■ TASK DIRECTIONS:
The answer must be every line below that holds the word "lane".

[Saved entries]
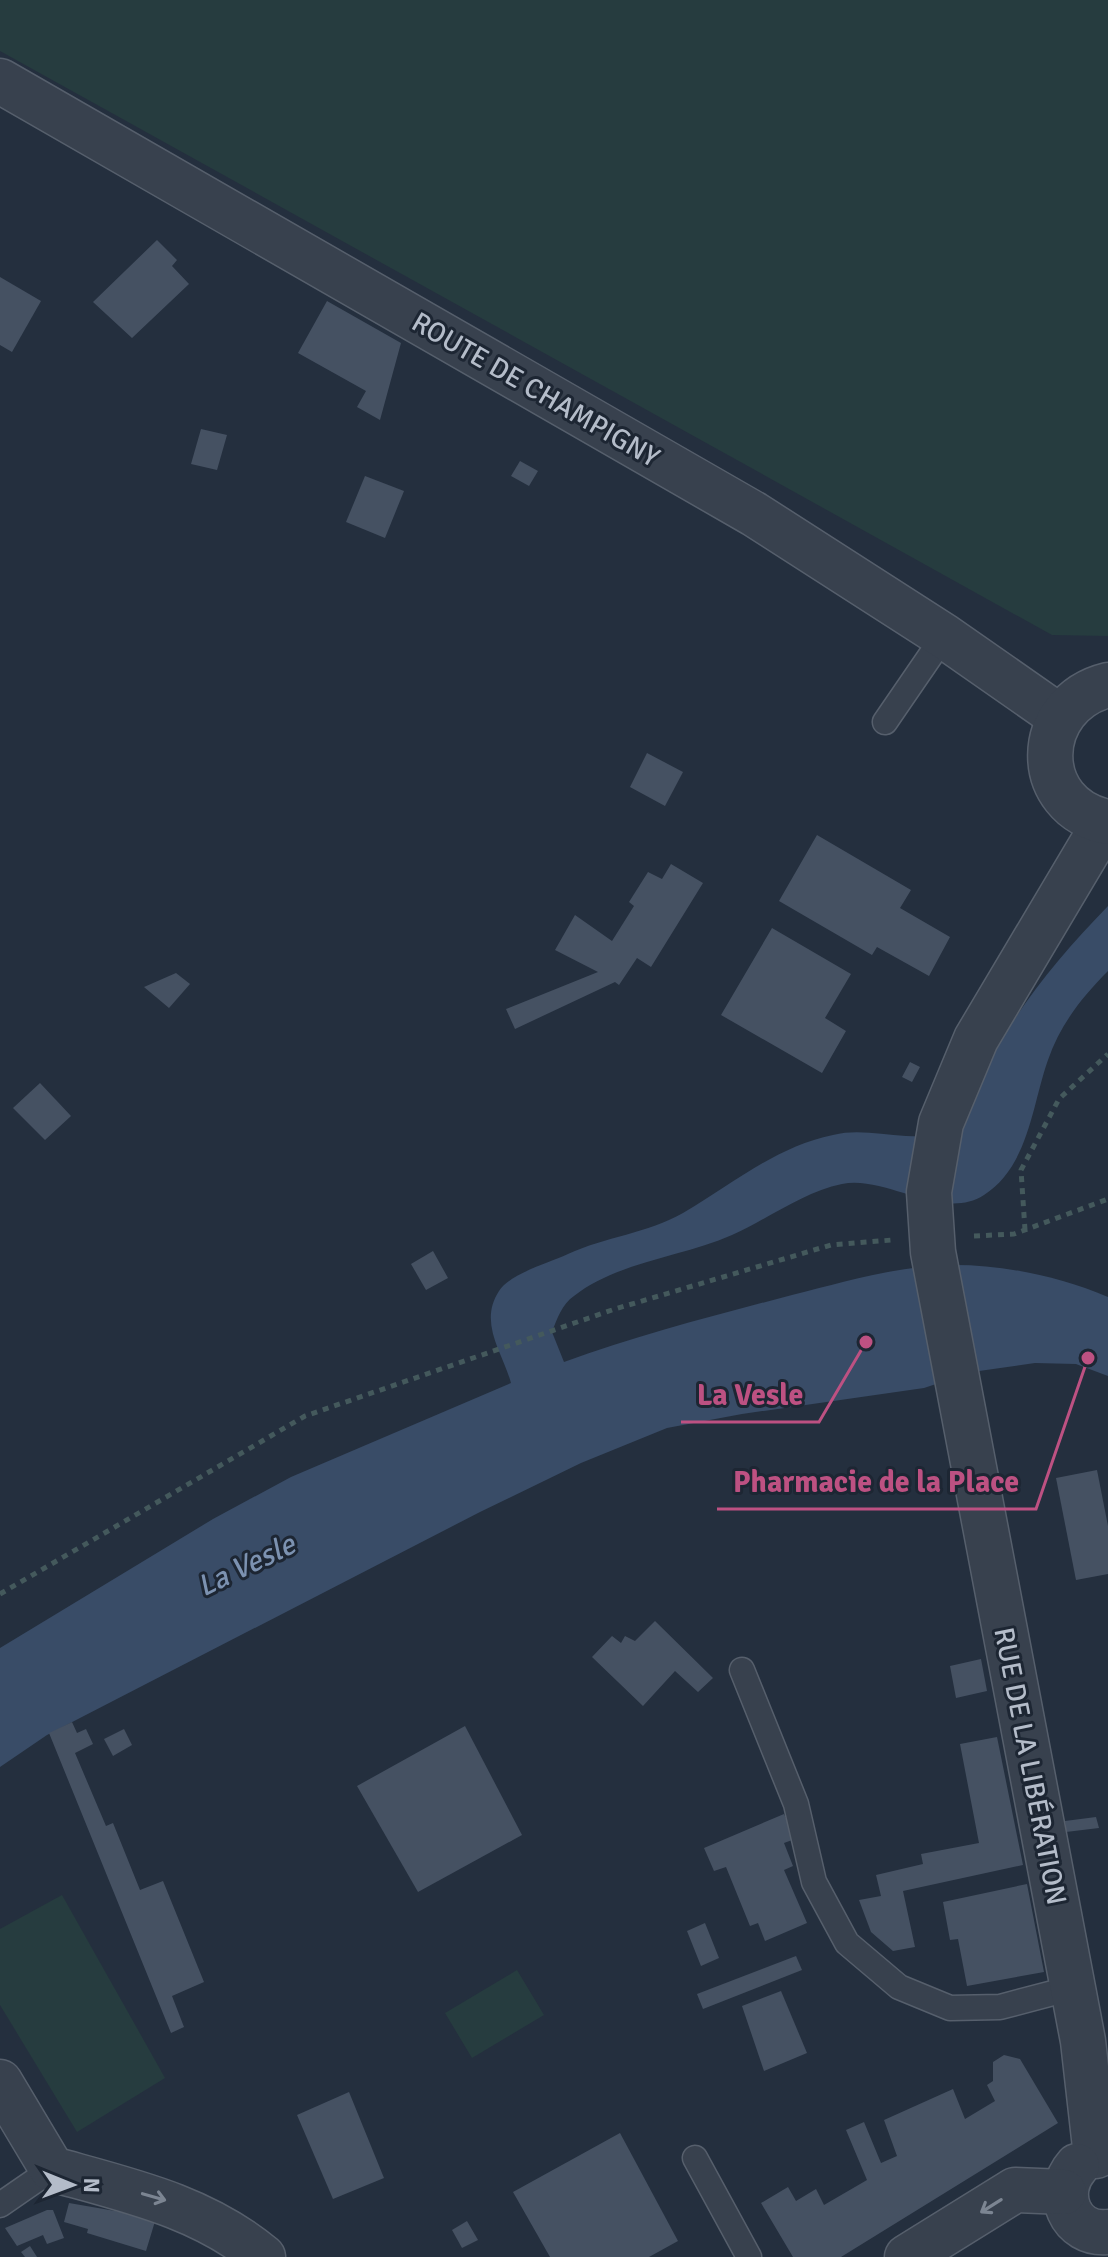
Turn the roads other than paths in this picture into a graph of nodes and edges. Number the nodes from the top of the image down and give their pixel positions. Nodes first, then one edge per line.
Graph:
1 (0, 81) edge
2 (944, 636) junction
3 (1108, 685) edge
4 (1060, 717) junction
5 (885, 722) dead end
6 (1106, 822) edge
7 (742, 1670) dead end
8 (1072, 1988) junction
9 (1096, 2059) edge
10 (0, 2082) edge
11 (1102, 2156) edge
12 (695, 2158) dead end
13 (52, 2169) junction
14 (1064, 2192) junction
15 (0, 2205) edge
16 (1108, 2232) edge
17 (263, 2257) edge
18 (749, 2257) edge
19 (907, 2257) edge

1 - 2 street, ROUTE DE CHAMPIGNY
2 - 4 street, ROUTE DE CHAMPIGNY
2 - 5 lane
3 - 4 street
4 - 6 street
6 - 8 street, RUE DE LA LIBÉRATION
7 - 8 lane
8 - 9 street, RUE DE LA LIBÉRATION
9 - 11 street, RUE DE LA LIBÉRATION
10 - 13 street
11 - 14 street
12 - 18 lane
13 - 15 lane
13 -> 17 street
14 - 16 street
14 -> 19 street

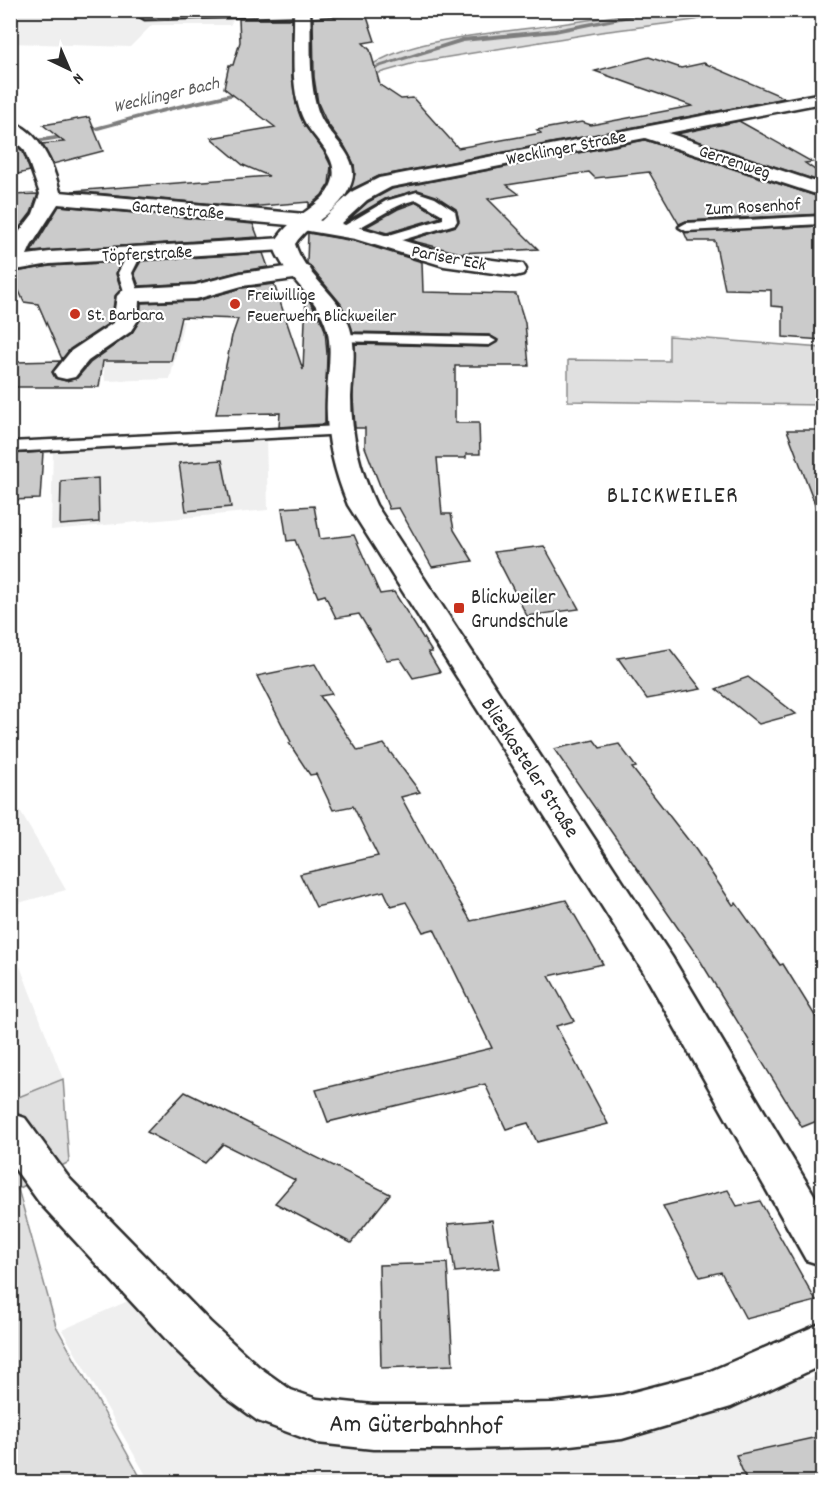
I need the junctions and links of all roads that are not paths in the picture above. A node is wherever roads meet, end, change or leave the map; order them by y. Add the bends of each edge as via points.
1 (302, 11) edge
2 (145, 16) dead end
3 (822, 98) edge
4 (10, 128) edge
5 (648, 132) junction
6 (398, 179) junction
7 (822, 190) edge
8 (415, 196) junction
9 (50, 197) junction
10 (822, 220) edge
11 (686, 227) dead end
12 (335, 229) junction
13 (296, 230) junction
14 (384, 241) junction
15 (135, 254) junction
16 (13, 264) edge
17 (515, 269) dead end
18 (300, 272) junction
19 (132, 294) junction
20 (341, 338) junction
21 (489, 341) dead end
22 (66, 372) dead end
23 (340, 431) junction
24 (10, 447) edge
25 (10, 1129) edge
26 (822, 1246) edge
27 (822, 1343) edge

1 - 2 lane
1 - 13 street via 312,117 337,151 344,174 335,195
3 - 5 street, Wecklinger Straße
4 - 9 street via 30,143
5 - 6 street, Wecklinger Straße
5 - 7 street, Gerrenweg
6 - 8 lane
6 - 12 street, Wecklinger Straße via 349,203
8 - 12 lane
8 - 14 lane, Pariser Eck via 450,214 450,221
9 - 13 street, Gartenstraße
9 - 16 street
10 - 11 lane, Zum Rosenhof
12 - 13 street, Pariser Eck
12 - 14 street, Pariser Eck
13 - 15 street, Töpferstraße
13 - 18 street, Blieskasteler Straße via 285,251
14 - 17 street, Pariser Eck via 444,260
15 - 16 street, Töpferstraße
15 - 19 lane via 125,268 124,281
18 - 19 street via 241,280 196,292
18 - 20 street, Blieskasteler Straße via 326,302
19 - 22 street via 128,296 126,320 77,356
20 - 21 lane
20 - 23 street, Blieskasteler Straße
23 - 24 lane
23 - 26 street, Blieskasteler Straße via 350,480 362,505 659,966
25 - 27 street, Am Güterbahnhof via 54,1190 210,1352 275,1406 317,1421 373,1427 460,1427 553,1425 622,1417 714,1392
==
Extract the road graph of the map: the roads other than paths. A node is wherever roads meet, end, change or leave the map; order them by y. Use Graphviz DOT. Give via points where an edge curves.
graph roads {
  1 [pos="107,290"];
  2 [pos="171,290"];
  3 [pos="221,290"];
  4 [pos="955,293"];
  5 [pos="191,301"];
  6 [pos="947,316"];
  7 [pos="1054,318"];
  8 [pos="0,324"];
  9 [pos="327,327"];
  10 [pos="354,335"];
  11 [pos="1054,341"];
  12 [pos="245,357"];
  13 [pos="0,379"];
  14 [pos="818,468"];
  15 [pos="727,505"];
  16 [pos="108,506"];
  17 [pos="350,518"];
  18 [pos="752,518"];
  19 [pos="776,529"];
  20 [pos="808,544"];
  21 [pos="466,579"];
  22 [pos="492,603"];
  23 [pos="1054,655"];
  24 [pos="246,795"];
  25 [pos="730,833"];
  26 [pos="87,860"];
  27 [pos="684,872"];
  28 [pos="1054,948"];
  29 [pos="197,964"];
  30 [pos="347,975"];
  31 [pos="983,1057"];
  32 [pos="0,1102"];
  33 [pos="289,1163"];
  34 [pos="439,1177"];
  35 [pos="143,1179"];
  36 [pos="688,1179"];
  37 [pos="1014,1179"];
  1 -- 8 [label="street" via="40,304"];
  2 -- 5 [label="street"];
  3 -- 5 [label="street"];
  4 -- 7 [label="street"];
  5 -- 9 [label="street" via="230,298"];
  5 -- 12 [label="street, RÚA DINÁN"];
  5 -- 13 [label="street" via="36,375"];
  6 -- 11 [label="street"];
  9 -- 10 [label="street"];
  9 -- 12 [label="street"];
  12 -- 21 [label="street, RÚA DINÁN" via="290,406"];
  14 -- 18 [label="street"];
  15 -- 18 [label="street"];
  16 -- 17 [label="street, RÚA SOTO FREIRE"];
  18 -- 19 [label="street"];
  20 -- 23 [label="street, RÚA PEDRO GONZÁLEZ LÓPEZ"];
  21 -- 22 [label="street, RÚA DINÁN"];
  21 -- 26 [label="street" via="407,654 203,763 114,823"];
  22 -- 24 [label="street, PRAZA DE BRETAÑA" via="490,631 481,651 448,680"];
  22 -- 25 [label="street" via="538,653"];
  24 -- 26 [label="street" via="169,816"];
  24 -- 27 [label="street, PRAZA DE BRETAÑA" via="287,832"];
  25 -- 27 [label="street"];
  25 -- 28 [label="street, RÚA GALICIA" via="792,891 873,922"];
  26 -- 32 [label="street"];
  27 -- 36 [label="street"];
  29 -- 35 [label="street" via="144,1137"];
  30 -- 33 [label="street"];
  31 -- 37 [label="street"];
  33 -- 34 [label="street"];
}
* * *
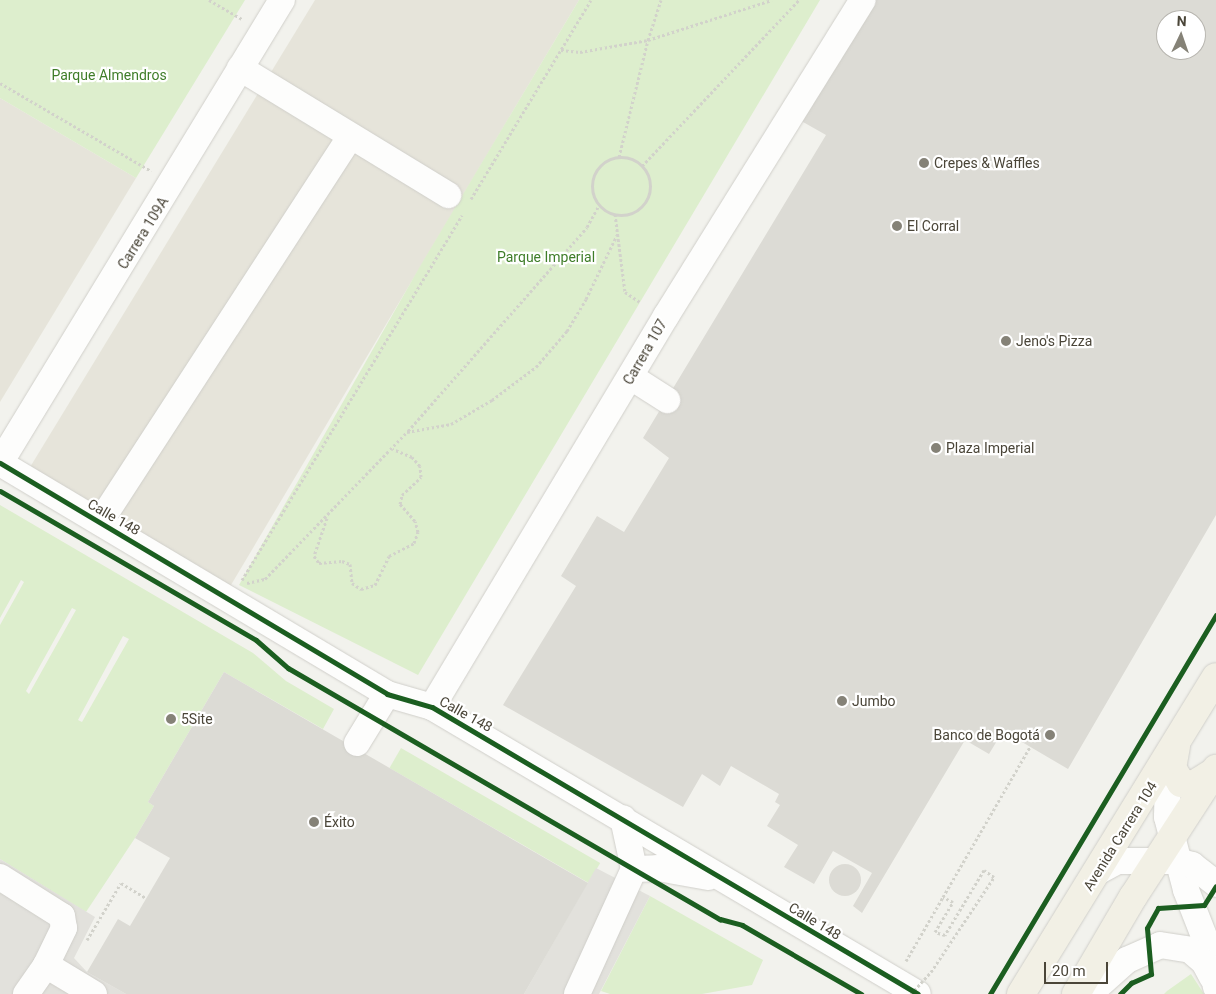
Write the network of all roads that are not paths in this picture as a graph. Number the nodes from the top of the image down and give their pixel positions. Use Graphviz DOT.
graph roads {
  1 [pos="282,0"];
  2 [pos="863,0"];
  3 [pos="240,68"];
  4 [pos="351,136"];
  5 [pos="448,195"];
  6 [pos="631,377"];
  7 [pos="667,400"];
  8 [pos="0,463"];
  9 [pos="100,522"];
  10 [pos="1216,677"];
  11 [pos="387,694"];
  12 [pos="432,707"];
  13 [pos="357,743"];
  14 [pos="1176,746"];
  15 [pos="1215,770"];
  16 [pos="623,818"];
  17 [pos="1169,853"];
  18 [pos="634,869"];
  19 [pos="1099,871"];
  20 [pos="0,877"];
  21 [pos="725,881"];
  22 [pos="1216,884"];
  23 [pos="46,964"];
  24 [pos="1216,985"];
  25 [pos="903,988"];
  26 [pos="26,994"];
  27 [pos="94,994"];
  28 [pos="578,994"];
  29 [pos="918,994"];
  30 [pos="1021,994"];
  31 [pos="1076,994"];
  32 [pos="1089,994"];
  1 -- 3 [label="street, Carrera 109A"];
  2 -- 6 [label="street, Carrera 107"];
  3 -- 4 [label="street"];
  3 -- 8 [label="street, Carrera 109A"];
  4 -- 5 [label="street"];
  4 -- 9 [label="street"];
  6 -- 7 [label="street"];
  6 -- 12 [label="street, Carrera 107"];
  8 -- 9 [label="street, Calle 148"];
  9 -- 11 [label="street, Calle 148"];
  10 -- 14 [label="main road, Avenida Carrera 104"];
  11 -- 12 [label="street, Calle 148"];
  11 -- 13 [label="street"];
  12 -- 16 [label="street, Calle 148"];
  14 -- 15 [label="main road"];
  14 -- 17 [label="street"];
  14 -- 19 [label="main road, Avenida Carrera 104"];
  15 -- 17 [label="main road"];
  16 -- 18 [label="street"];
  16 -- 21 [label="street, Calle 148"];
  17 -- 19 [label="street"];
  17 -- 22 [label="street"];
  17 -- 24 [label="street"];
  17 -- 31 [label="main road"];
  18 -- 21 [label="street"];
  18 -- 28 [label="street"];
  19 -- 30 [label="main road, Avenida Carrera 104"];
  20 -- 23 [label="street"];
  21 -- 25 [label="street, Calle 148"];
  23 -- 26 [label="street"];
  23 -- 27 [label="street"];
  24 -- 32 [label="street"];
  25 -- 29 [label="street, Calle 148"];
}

■ ANSWER TO THIS EXERCISE:
2 - 5 lane
7 - 8 lane
12 - 18 lane
13 - 15 lane
1 - 2 lane
6 - 8 lane
8 - 12 lane
8 - 14 lane, Pariser Eck via 450,214 450,221
10 - 11 lane, Zum Rosenhof
15 - 19 lane via 125,268 124,281
20 - 21 lane
23 - 24 lane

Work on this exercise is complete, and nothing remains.